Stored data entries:
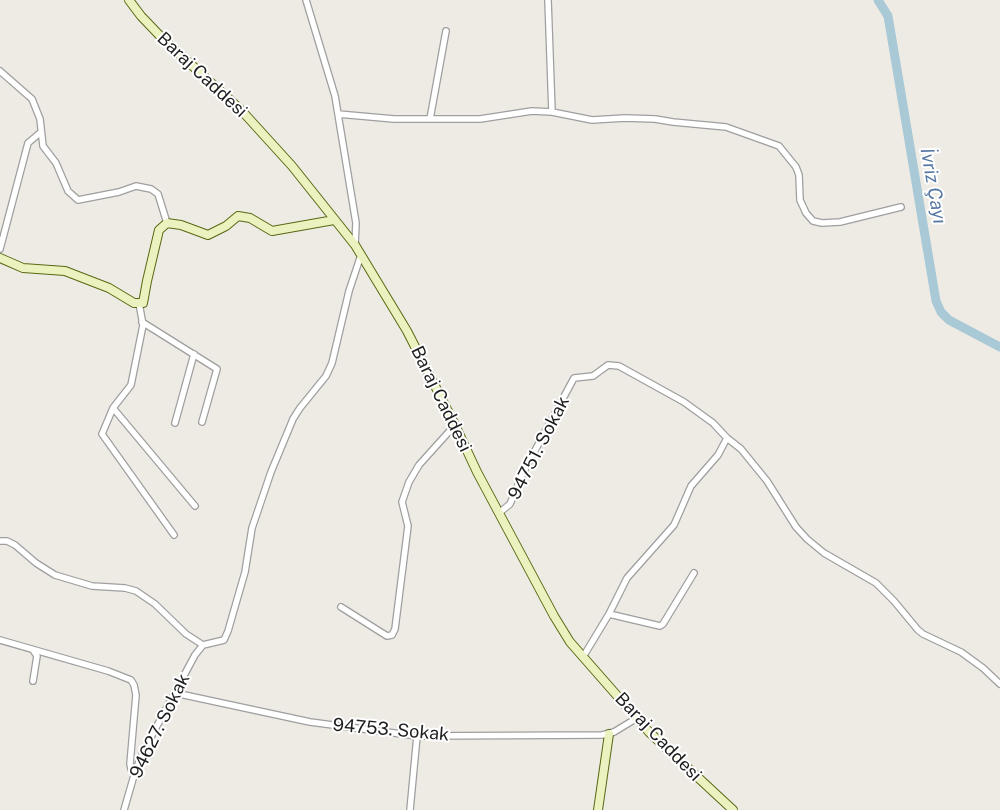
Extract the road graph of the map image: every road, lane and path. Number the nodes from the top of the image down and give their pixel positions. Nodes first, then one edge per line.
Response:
1 (129, 0) edge
2 (306, 0) edge
3 (548, 0) edge
4 (446, 31) dead end
5 (0, 71) edge
6 (552, 112) junction
7 (338, 114) junction
8 (430, 120) junction
9 (41, 132) junction
10 (901, 207) dead end
11 (334, 220) junction
12 (167, 223) junction
13 (355, 245) junction
14 (0, 249) edge
15 (362, 255) junction
16 (0, 258) edge
17 (139, 303) junction
18 (142, 322) junction
19 (194, 354) junction
20 (113, 408) junction
21 (202, 422) dead end
22 (175, 423) dead end
23 (455, 425) junction
24 (727, 438) junction
25 (195, 506) dead end
26 (499, 513) junction
27 (174, 535) dead end
28 (0, 541) edge
29 (694, 573) dead end
30 (340, 608) dead end
31 (609, 614) junction
32 (0, 640) edge
33 (203, 645) junction
34 (32, 650) junction
35 (583, 657) junction
36 (32, 680) dead end
37 (1000, 684) edge
38 (175, 693) junction
39 (637, 718) junction
40 (609, 734) junction
41 (417, 736) junction
42 (135, 772) junction
43 (124, 810) edge
44 (410, 810) edge
45 (598, 810) edge
46 (733, 810) edge

1 - 11 main road, Baraj Caddesi
2 - 7 street
3 - 6 street
4 - 8 street
5 - 9 street
6 - 8 street
6 - 10 street
7 - 8 street
7 - 13 street
9 - 12 street
9 - 14 street
11 - 12 main road
11 - 13 main road, Baraj Caddesi
12 - 17 main road
13 - 15 main road, Baraj Caddesi
15 - 23 main road, Baraj Caddesi
15 - 33 street
16 - 17 main road
17 - 18 street
18 - 19 street
18 - 20 street
19 - 21 street
19 - 22 street
20 - 25 street
20 - 27 street
23 - 26 main road, Baraj Caddesi
23 - 30 street
24 - 26 street, 94751. Sokak
24 - 31 street
24 - 37 street
26 - 35 main road, Baraj Caddesi
28 - 33 street
29 - 31 street
31 - 35 street
32 - 34 street
33 - 38 street, 94627. Sokak
34 - 36 street
34 - 42 street
35 - 39 main road, Baraj Caddesi
38 - 41 street, 94753. Sokak
38 - 42 street, 94627. Sokak
39 - 40 street, 94753. Sokak
39 - 46 main road, Baraj Caddesi
40 - 41 street, 94753. Sokak
40 - 45 main road
41 - 44 street
42 - 43 street, 94627. Sokak

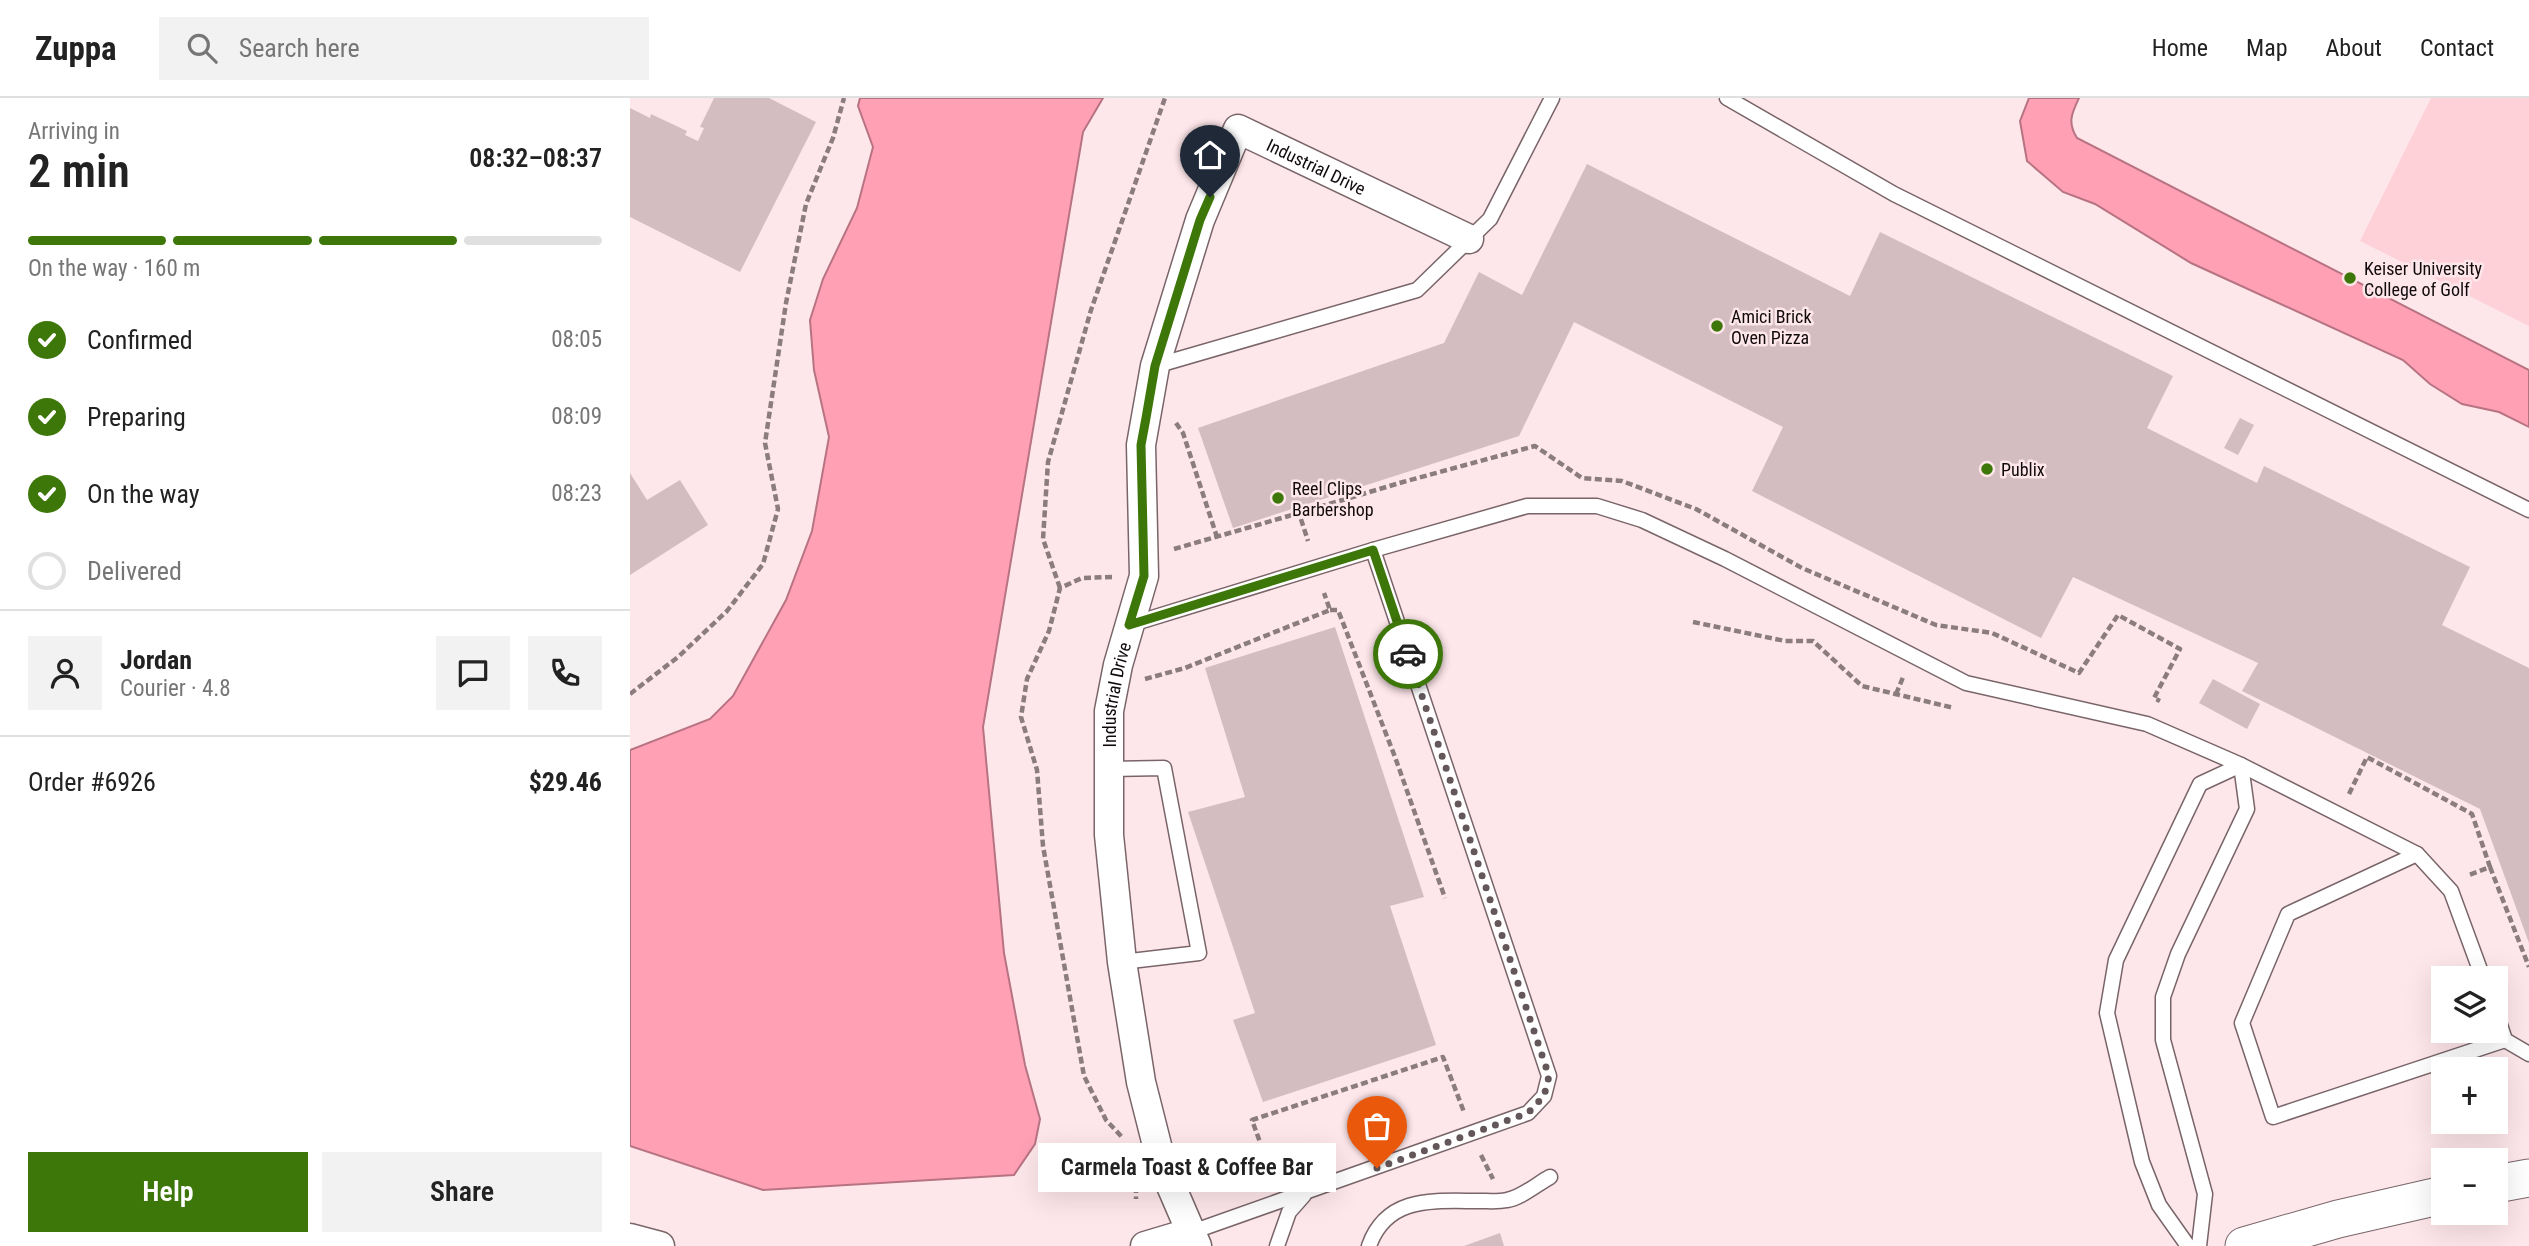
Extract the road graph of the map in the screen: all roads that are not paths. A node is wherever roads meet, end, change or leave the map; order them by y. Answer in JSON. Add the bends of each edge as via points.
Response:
{"nodes":[{"id":1,"x":1552,"y":98,"type":"edge"},
{"id":2,"x":1727,"y":98,"type":"edge"},
{"id":3,"x":1469,"y":239,"type":"junction"},
{"id":4,"x":1153,"y":378,"type":"junction"},
{"id":5,"x":2529,"y":510,"type":"edge"},
{"id":6,"x":1373,"y":550,"type":"junction"},
{"id":7,"x":1129,"y":625,"type":"junction"},
{"id":8,"x":2241,"y":765,"type":"junction"},
{"id":9,"x":1109,"y":769,"type":"junction"},
{"id":10,"x":2417,"y":854,"type":"junction"},
{"id":11,"x":1122,"y":962,"type":"junction"},
{"id":12,"x":2479,"y":966,"type":"edge"},
{"id":13,"x":2508,"y":1042,"type":"edge"},
{"id":14,"x":2496,"y":1043,"type":"edge"},
{"id":15,"x":2529,"y":1054,"type":"edge"},
{"id":16,"x":1550,"y":1177,"type":"dead end"},
{"id":17,"x":2529,"y":1178,"type":"edge"},
{"id":18,"x":2508,"y":1182,"type":"edge"},
{"id":19,"x":1305,"y":1194,"type":"junction"},
{"id":20,"x":2431,"y":1198,"type":"edge"},
{"id":21,"x":1198,"y":1241,"type":"edge"},
{"id":22,"x":1145,"y":1246,"type":"edge"},
{"id":23,"x":1277,"y":1246,"type":"edge"},
{"id":24,"x":1369,"y":1246,"type":"edge"},
{"id":25,"x":2188,"y":1246,"type":"edge"},
{"id":26,"x":2199,"y":1246,"type":"edge"},
{"id":27,"x":2244,"y":1246,"type":"edge"}],
"edges":[{"from":1,"to":3,"type":"lane","via":[[1490,219]]},
{"from":2,"to":5,"type":"lane","via":[[1894,194]]},
{"from":3,"to":4,"type":"lane","via":[[1417,290]]},
{"from":3,"to":4,"type":"street","name":"Industrial Drive","via":[[1238,129],[1200,220]]},
{"from":4,"to":7,"type":"street","name":"Industrial Drive","via":[[1141,445],[1144,576]]},
{"from":6,"to":7,"type":"lane"},
{"from":6,"to":8,"type":"lane","via":[[1527,506],[1597,506],[1642,520],[1725,559],[1966,683],[2147,724]]},
{"from":6,"to":19,"type":"lane","via":[[1549,1076],[1544,1096],[1528,1113]]},
{"from":7,"to":9,"type":"street","name":"Industrial Drive","via":[[1109,711]]},
{"from":8,"to":10,"type":"lane"},
{"from":8,"to":25,"type":"lane","via":[[2200,784],[2116,960],[2107,1013],[2142,1162],[2160,1205]]},
{"from":8,"to":26,"type":"lane","via":[[2247,810],[2178,954],[2163,997],[2163,1040],[2204,1194]]},
{"from":9,"to":11,"type":"street","name":"Industrial Drive","via":[[1109,835]]},
{"from":9,"to":11,"type":"lane","via":[[1164,768],[1199,953]]},
{"from":10,"to":12,"type":"lane","via":[[2451,891]]},
{"from":10,"to":14,"type":"lane","via":[[2288,914],[2242,1023],[2273,1118]]},
{"from":11,"to":21,"type":"street","name":"Industrial Drive","via":[[1144,1094],[1162,1165]]},
{"from":13,"to":15,"type":"lane"},
{"from":16,"to":24,"type":"lane","via":[[1509,1200],[1427,1201],[1405,1206],[1387,1218]]},
{"from":17,"to":18,"type":"street"},
{"from":19,"to":21,"type":"lane"},
{"from":19,"to":23,"type":"lane","via":[[1289,1212]]},
{"from":20,"to":27,"type":"street"},
{"from":21,"to":22,"type":"street"}]}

- Problem to solve -
Write out each entry above once more, exactly as written, and drop the pictures.

- Exercise solution -
Extract the road graph of the map image: every road, lane and path. Number the nodes from the top of the image down and give their pixel positions. Nodes first, then one edge per line.
Response:
1 (129, 0) edge
2 (306, 0) edge
3 (548, 0) edge
4 (446, 31) dead end
5 (0, 71) edge
6 (552, 112) junction
7 (338, 114) junction
8 (430, 120) junction
9 (41, 132) junction
10 (901, 207) dead end
11 (334, 220) junction
12 (167, 223) junction
13 (355, 245) junction
14 (0, 249) edge
15 (362, 255) junction
16 (0, 258) edge
17 (139, 303) junction
18 (142, 322) junction
19 (194, 354) junction
20 (113, 408) junction
21 (202, 422) dead end
22 (175, 423) dead end
23 (455, 425) junction
24 (727, 438) junction
25 (195, 506) dead end
26 (499, 513) junction
27 (174, 535) dead end
28 (0, 541) edge
29 (694, 573) dead end
30 (340, 608) dead end
31 (609, 614) junction
32 (0, 640) edge
33 (203, 645) junction
34 (32, 650) junction
35 (583, 657) junction
36 (32, 680) dead end
37 (1000, 684) edge
38 (175, 693) junction
39 (637, 718) junction
40 (609, 734) junction
41 (417, 736) junction
42 (135, 772) junction
43 (124, 810) edge
44 (410, 810) edge
45 (598, 810) edge
46 (733, 810) edge

1 - 11 main road, Baraj Caddesi
2 - 7 street
3 - 6 street
4 - 8 street
5 - 9 street
6 - 8 street
6 - 10 street
7 - 8 street
7 - 13 street
9 - 12 street
9 - 14 street
11 - 12 main road
11 - 13 main road, Baraj Caddesi
12 - 17 main road
13 - 15 main road, Baraj Caddesi
15 - 23 main road, Baraj Caddesi
15 - 33 street
16 - 17 main road
17 - 18 street
18 - 19 street
18 - 20 street
19 - 21 street
19 - 22 street
20 - 25 street
20 - 27 street
23 - 26 main road, Baraj Caddesi
23 - 30 street
24 - 26 street, 94751. Sokak
24 - 31 street
24 - 37 street
26 - 35 main road, Baraj Caddesi
28 - 33 street
29 - 31 street
31 - 35 street
32 - 34 street
33 - 38 street, 94627. Sokak
34 - 36 street
34 - 42 street
35 - 39 main road, Baraj Caddesi
38 - 41 street, 94753. Sokak
38 - 42 street, 94627. Sokak
39 - 40 street, 94753. Sokak
39 - 46 main road, Baraj Caddesi
40 - 41 street, 94753. Sokak
40 - 45 main road
41 - 44 street
42 - 43 street, 94627. Sokak

Extract the road graph of the map in the screen: all roads that are not paths. A node is wherever roads meet, end, change or leave the map; order them by y. Answer in JSON. Add the bends of each edge as via points.
Response:
{"nodes":[{"id":1,"x":1552,"y":98,"type":"edge"},
{"id":2,"x":1727,"y":98,"type":"edge"},
{"id":3,"x":1469,"y":239,"type":"junction"},
{"id":4,"x":1153,"y":378,"type":"junction"},
{"id":5,"x":2529,"y":510,"type":"edge"},
{"id":6,"x":1373,"y":550,"type":"junction"},
{"id":7,"x":1129,"y":625,"type":"junction"},
{"id":8,"x":2241,"y":765,"type":"junction"},
{"id":9,"x":1109,"y":769,"type":"junction"},
{"id":10,"x":2417,"y":854,"type":"junction"},
{"id":11,"x":1122,"y":962,"type":"junction"},
{"id":12,"x":2479,"y":966,"type":"edge"},
{"id":13,"x":2508,"y":1042,"type":"edge"},
{"id":14,"x":2496,"y":1043,"type":"edge"},
{"id":15,"x":2529,"y":1054,"type":"edge"},
{"id":16,"x":1550,"y":1177,"type":"dead end"},
{"id":17,"x":2529,"y":1178,"type":"edge"},
{"id":18,"x":2508,"y":1182,"type":"edge"},
{"id":19,"x":1305,"y":1194,"type":"junction"},
{"id":20,"x":2431,"y":1198,"type":"edge"},
{"id":21,"x":1198,"y":1241,"type":"edge"},
{"id":22,"x":1145,"y":1246,"type":"edge"},
{"id":23,"x":1277,"y":1246,"type":"edge"},
{"id":24,"x":1369,"y":1246,"type":"edge"},
{"id":25,"x":2188,"y":1246,"type":"edge"},
{"id":26,"x":2199,"y":1246,"type":"edge"},
{"id":27,"x":2244,"y":1246,"type":"edge"}],
"edges":[{"from":1,"to":3,"type":"lane","via":[[1490,219]]},
{"from":2,"to":5,"type":"lane","via":[[1894,194]]},
{"from":3,"to":4,"type":"lane","via":[[1417,290]]},
{"from":3,"to":4,"type":"street","name":"Industrial Drive","via":[[1238,129],[1200,220]]},
{"from":4,"to":7,"type":"street","name":"Industrial Drive","via":[[1141,445],[1144,576]]},
{"from":6,"to":7,"type":"lane"},
{"from":6,"to":8,"type":"lane","via":[[1527,506],[1597,506],[1642,520],[1725,559],[1966,683],[2147,724]]},
{"from":6,"to":19,"type":"lane","via":[[1549,1076],[1544,1096],[1528,1113]]},
{"from":7,"to":9,"type":"street","name":"Industrial Drive","via":[[1109,711]]},
{"from":8,"to":10,"type":"lane"},
{"from":8,"to":25,"type":"lane","via":[[2200,784],[2116,960],[2107,1013],[2142,1162],[2160,1205]]},
{"from":8,"to":26,"type":"lane","via":[[2247,810],[2178,954],[2163,997],[2163,1040],[2204,1194]]},
{"from":9,"to":11,"type":"street","name":"Industrial Drive","via":[[1109,835]]},
{"from":9,"to":11,"type":"lane","via":[[1164,768],[1199,953]]},
{"from":10,"to":12,"type":"lane","via":[[2451,891]]},
{"from":10,"to":14,"type":"lane","via":[[2288,914],[2242,1023],[2273,1118]]},
{"from":11,"to":21,"type":"street","name":"Industrial Drive","via":[[1144,1094],[1162,1165]]},
{"from":13,"to":15,"type":"lane"},
{"from":16,"to":24,"type":"lane","via":[[1509,1200],[1427,1201],[1405,1206],[1387,1218]]},
{"from":17,"to":18,"type":"street"},
{"from":19,"to":21,"type":"lane"},
{"from":19,"to":23,"type":"lane","via":[[1289,1212]]},
{"from":20,"to":27,"type":"street"},
{"from":21,"to":22,"type":"street"}]}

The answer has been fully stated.